Work to be completed> Each entry below must appear in the answer exactly as written.

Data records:
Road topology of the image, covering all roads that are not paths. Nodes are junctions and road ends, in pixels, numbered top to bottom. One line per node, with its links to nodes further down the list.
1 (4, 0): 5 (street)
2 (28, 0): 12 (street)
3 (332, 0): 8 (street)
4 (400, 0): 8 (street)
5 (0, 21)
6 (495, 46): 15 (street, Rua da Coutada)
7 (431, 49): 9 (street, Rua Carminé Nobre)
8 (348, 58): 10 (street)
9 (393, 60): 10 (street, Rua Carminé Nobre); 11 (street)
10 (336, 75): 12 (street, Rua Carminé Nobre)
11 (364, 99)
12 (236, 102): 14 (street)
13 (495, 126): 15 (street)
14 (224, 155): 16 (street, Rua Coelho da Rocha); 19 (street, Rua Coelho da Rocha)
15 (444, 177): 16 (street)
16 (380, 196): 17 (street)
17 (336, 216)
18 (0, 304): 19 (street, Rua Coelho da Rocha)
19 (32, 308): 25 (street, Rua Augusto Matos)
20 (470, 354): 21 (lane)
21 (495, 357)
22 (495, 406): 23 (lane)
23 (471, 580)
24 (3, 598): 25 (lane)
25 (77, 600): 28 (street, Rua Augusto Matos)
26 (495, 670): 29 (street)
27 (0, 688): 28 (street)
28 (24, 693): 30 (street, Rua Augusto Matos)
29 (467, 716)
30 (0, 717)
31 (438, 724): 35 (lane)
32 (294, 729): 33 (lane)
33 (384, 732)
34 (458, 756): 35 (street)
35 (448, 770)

Response area>
Road topology of the image, covering all roads that are not paths. Nodes are junctions and road ends, in pixels, numbered top to bottom. One line per node, with its links to nodes further down the list.
1 (4, 0): 5 (street)
2 (28, 0): 12 (street)
3 (332, 0): 8 (street)
4 (400, 0): 8 (street)
5 (0, 21)
6 (495, 46): 15 (street, Rua da Coutada)
7 (431, 49): 9 (street, Rua Carminé Nobre)
8 (348, 58): 10 (street)
9 (393, 60): 10 (street, Rua Carminé Nobre); 11 (street)
10 (336, 75): 12 (street, Rua Carminé Nobre)
11 (364, 99)
12 (236, 102): 14 (street)
13 (495, 126): 15 (street)
14 (224, 155): 16 (street, Rua Coelho da Rocha); 19 (street, Rua Coelho da Rocha)
15 (444, 177): 16 (street)
16 (380, 196): 17 (street)
17 (336, 216)
18 (0, 304): 19 (street, Rua Coelho da Rocha)
19 (32, 308): 25 (street, Rua Augusto Matos)
20 (470, 354): 21 (lane)
21 (495, 357)
22 (495, 406): 23 (lane)
23 (471, 580)
24 (3, 598): 25 (lane)
25 (77, 600): 28 (street, Rua Augusto Matos)
26 (495, 670): 29 (street)
27 (0, 688): 28 (street)
28 (24, 693): 30 (street, Rua Augusto Matos)
29 (467, 716)
30 (0, 717)
31 (438, 724): 35 (lane)
32 (294, 729): 33 (lane)
33 (384, 732)
34 (458, 756): 35 (street)
35 (448, 770)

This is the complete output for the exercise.